[Information given Boundary: Start]
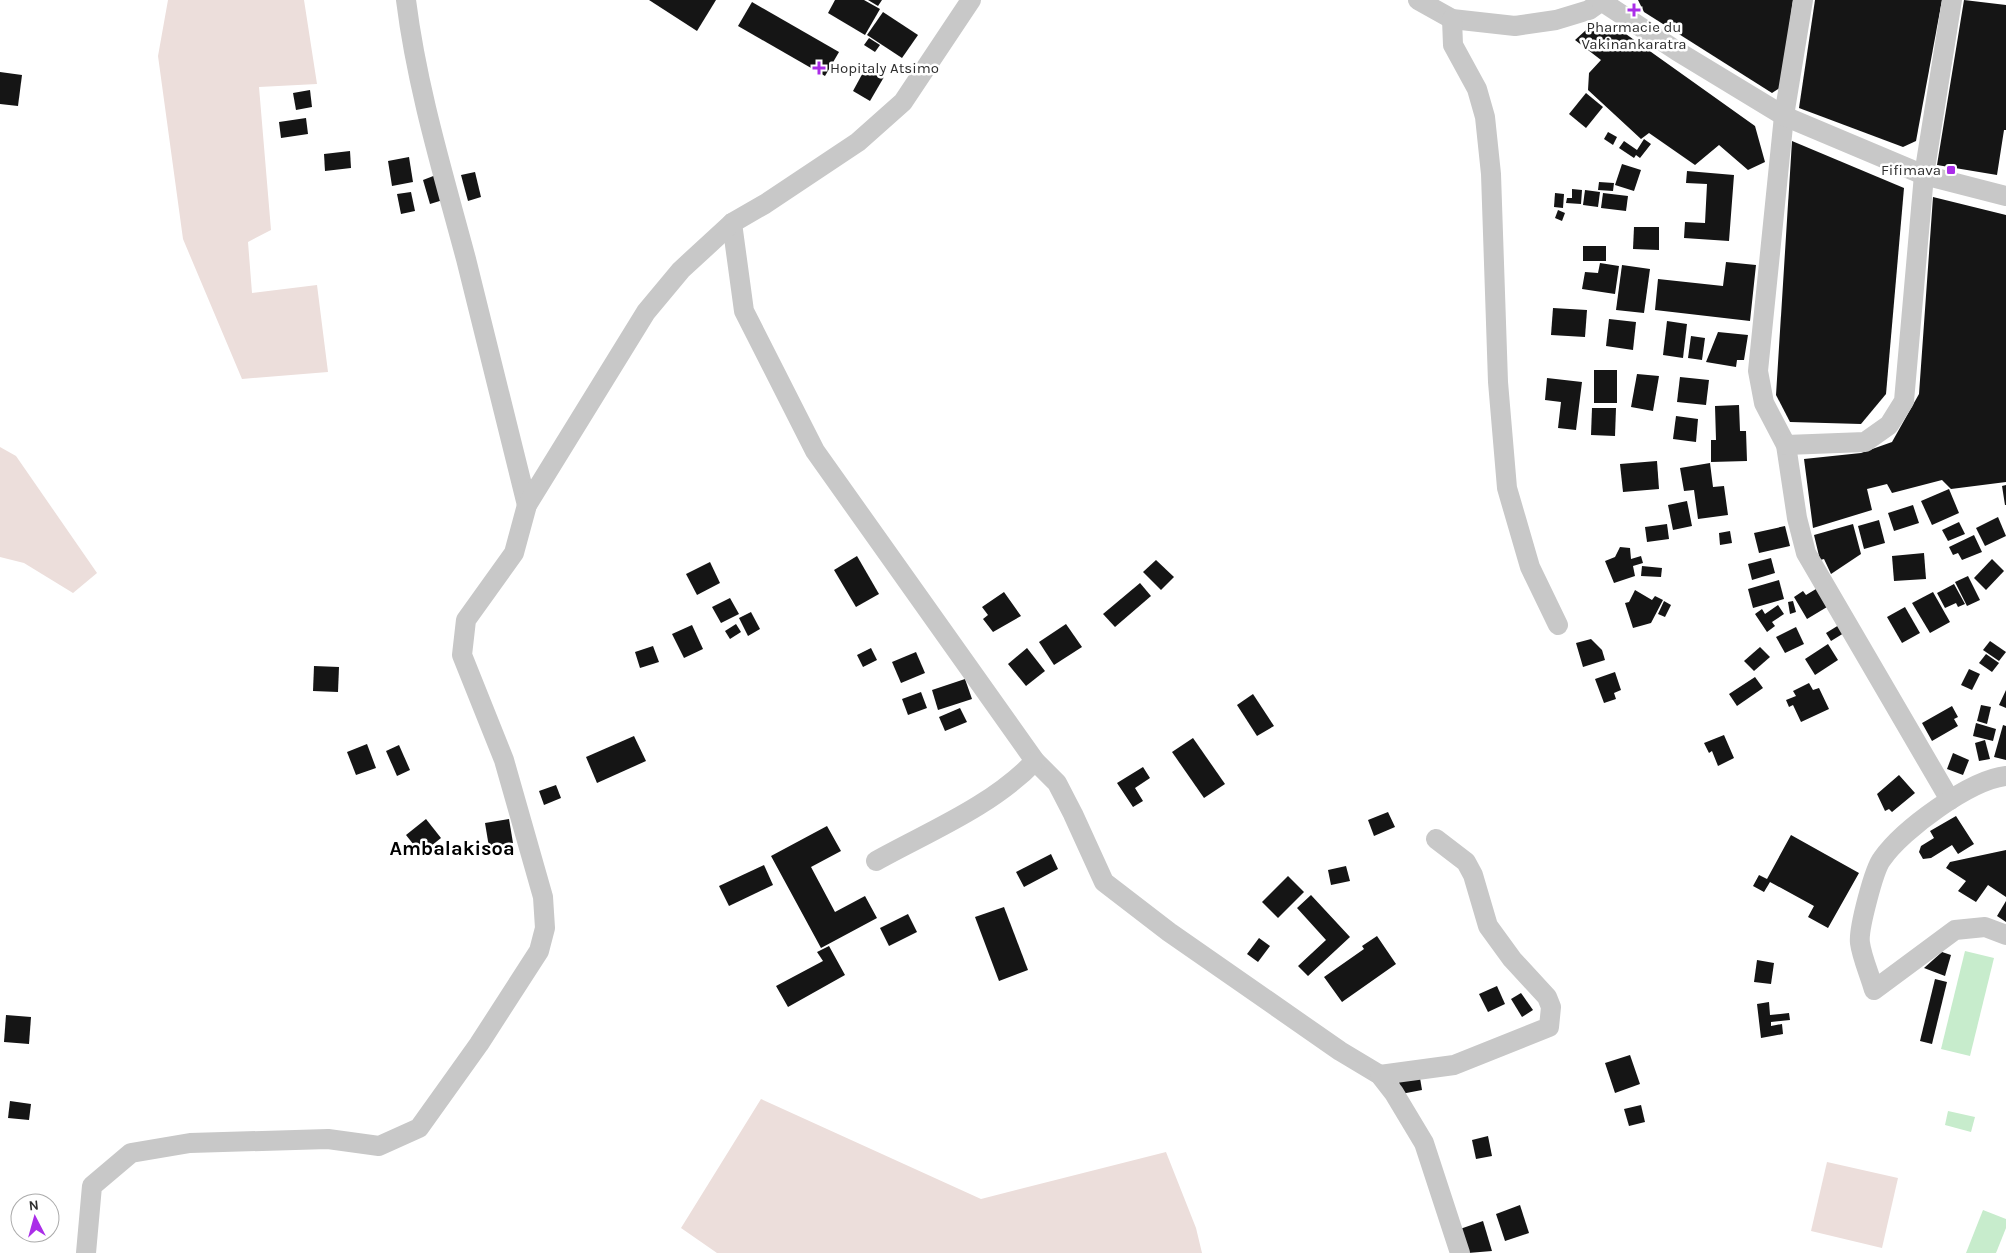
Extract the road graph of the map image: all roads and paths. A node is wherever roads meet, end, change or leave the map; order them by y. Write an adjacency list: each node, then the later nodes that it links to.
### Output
1 (406, 0): 13 (street)
2 (971, 0): 11 (street)
3 (1418, 0): 7 (street)
4 (1803, 0): 8 (street)
5 (1952, 0): 9 (street)
6 (1593, 3): 7 (street); 8 (street)
7 (1452, 19): 14 (street)
8 (1784, 116): 9 (street); 12 (street)
9 (1924, 175): 10 (street); 12 (street)
10 (2006, 196)
11 (732, 223): 13 (street); 15 (street)
12 (1786, 444): 17 (street)
13 (527, 506): 22 (street)
14 (1558, 625)
15 (1035, 761): 19 (street); 21 (street)
16 (2006, 776): 17 (street)
17 (1950, 800): 20 (street)
18 (1436, 838): 21 (street)
19 (876, 861)
20 (2006, 935)
21 (1380, 1076): 23 (street)
22 (86, 1253)
23 (1460, 1253)

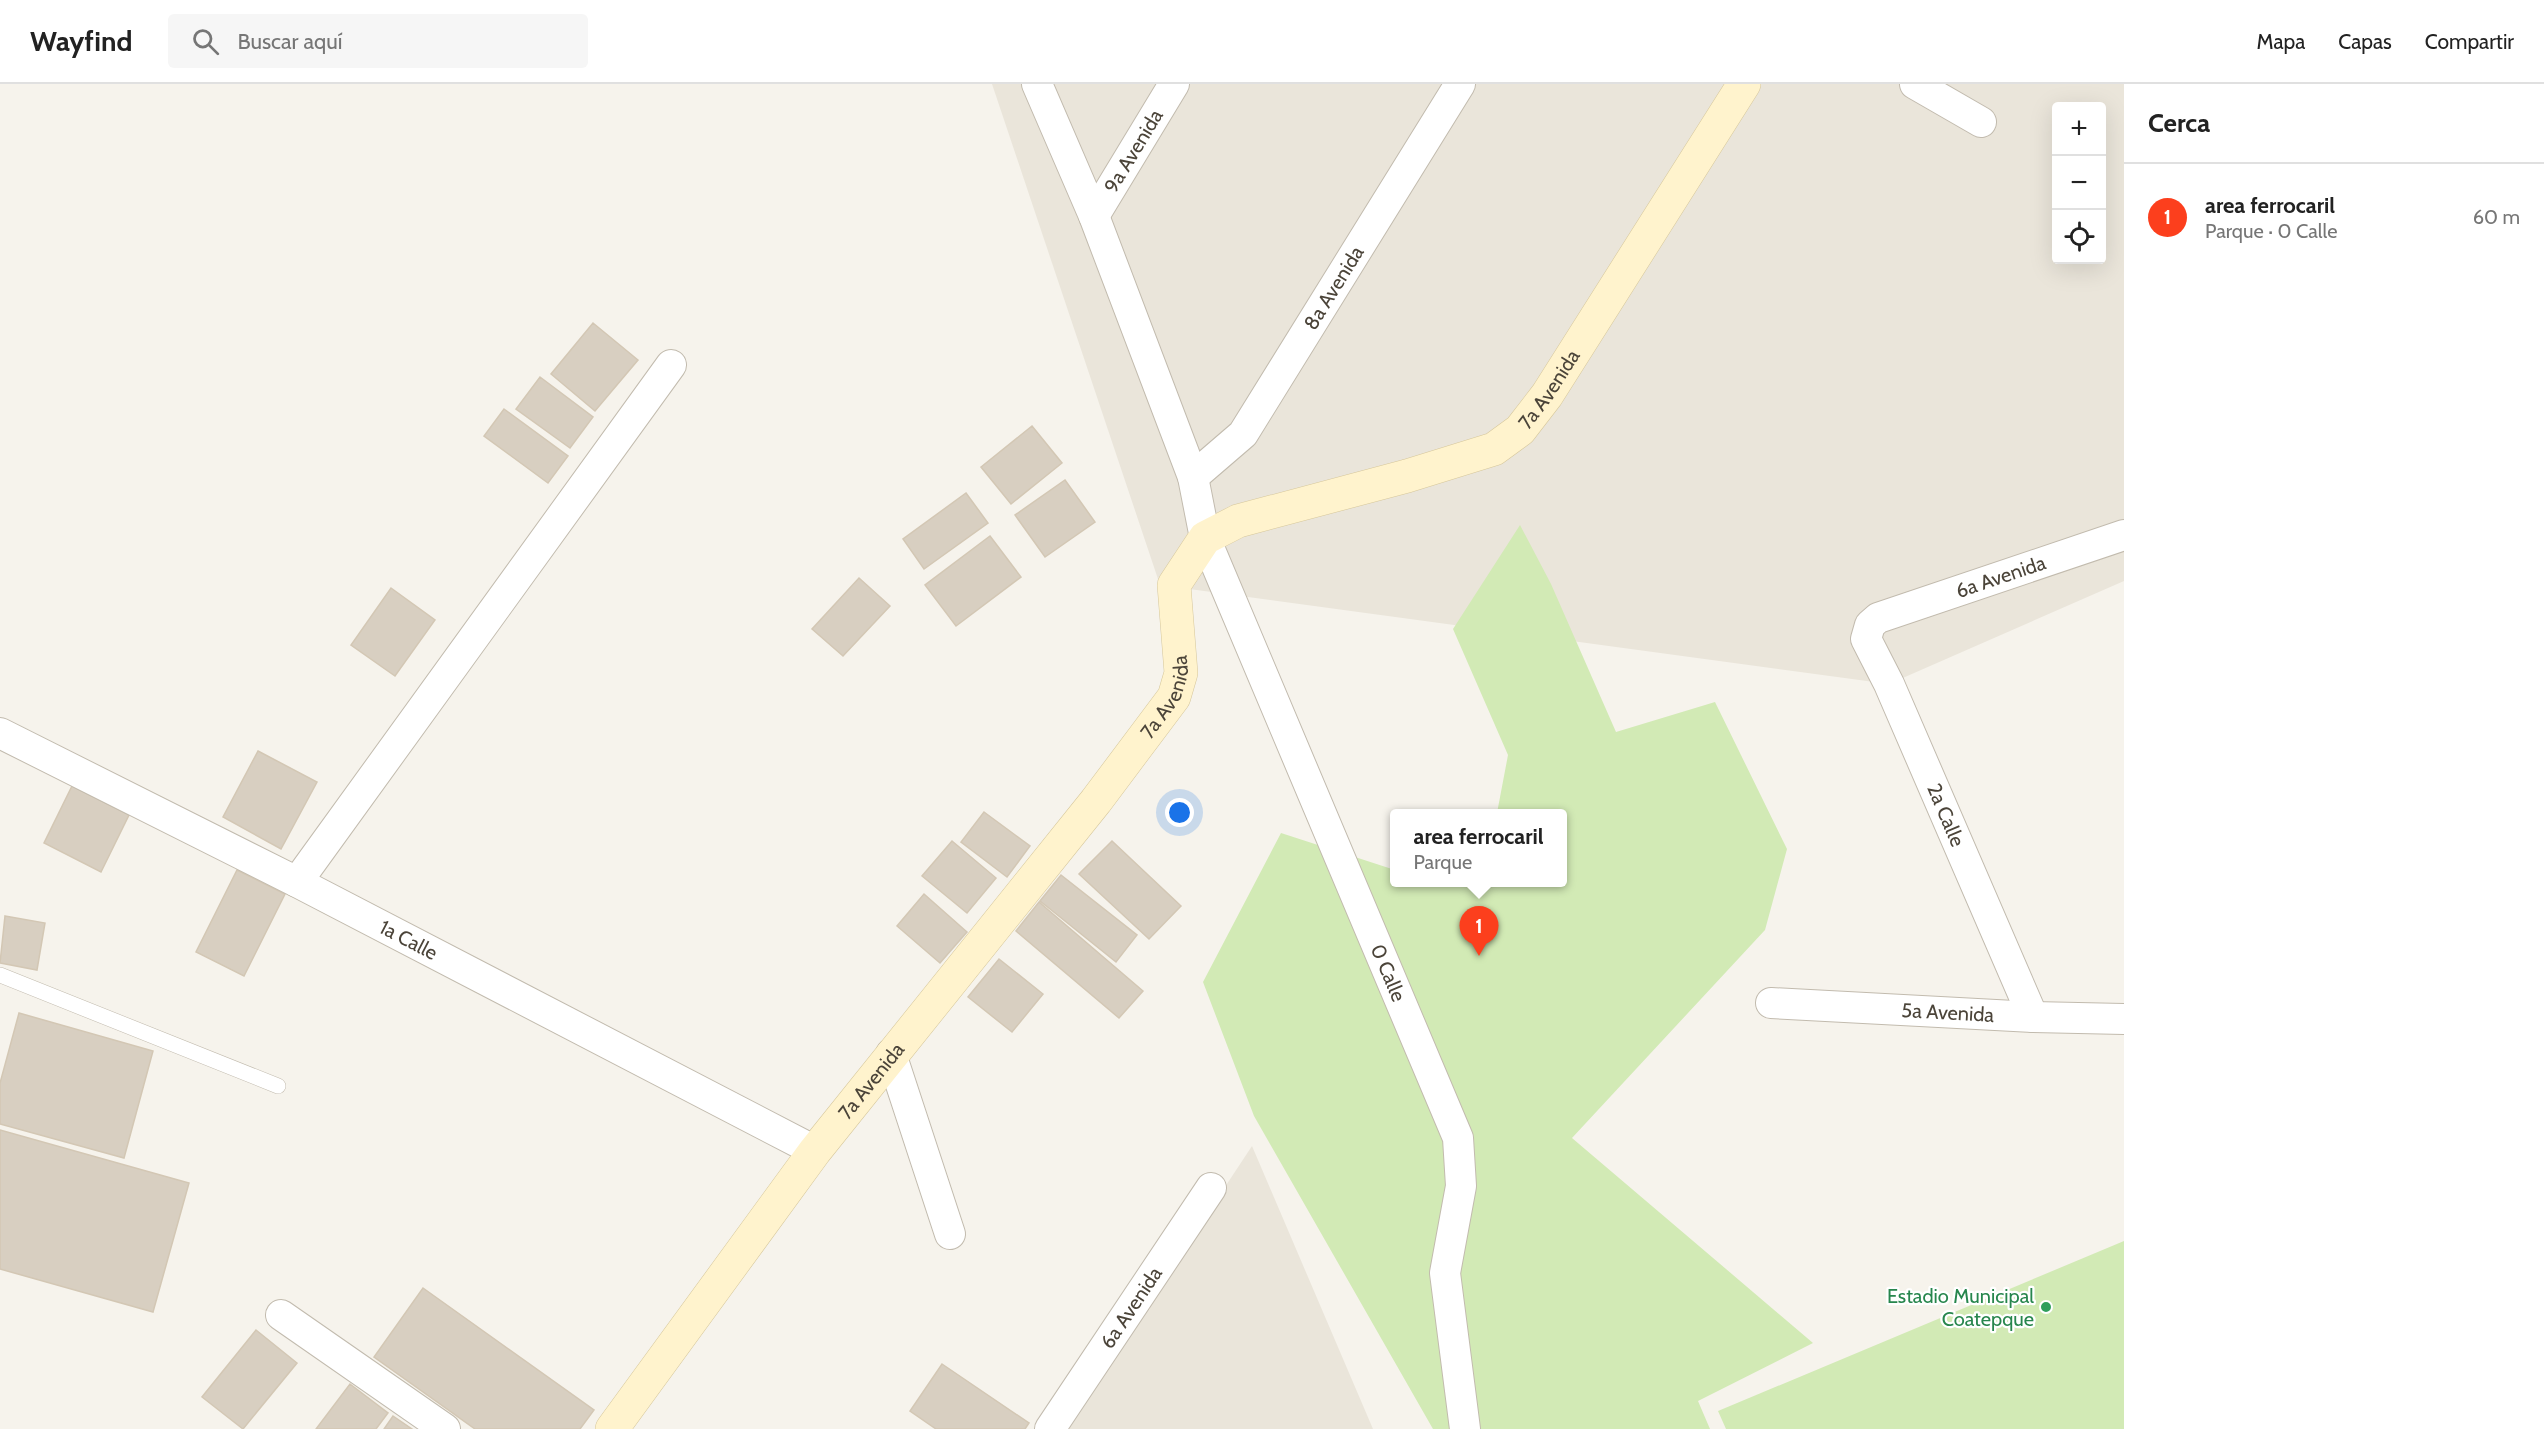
[Information given Boundary: End]
## Your task
Without the pictures, reproduce every line of the records above exactly.

## Output of the task
Extract the road graph of the map image: all roads and paths. A node is wherever roads meet, end, change or leave the map; order them by y. Write an adjacency list: each node, then the later nodes that it links to.
### Output
1 (406, 0): 13 (street)
2 (971, 0): 11 (street)
3 (1418, 0): 7 (street)
4 (1803, 0): 8 (street)
5 (1952, 0): 9 (street)
6 (1593, 3): 7 (street); 8 (street)
7 (1452, 19): 14 (street)
8 (1784, 116): 9 (street); 12 (street)
9 (1924, 175): 10 (street); 12 (street)
10 (2006, 196)
11 (732, 223): 13 (street); 15 (street)
12 (1786, 444): 17 (street)
13 (527, 506): 22 (street)
14 (1558, 625)
15 (1035, 761): 19 (street); 21 (street)
16 (2006, 776): 17 (street)
17 (1950, 800): 20 (street)
18 (1436, 838): 21 (street)
19 (876, 861)
20 (2006, 935)
21 (1380, 1076): 23 (street)
22 (86, 1253)
23 (1460, 1253)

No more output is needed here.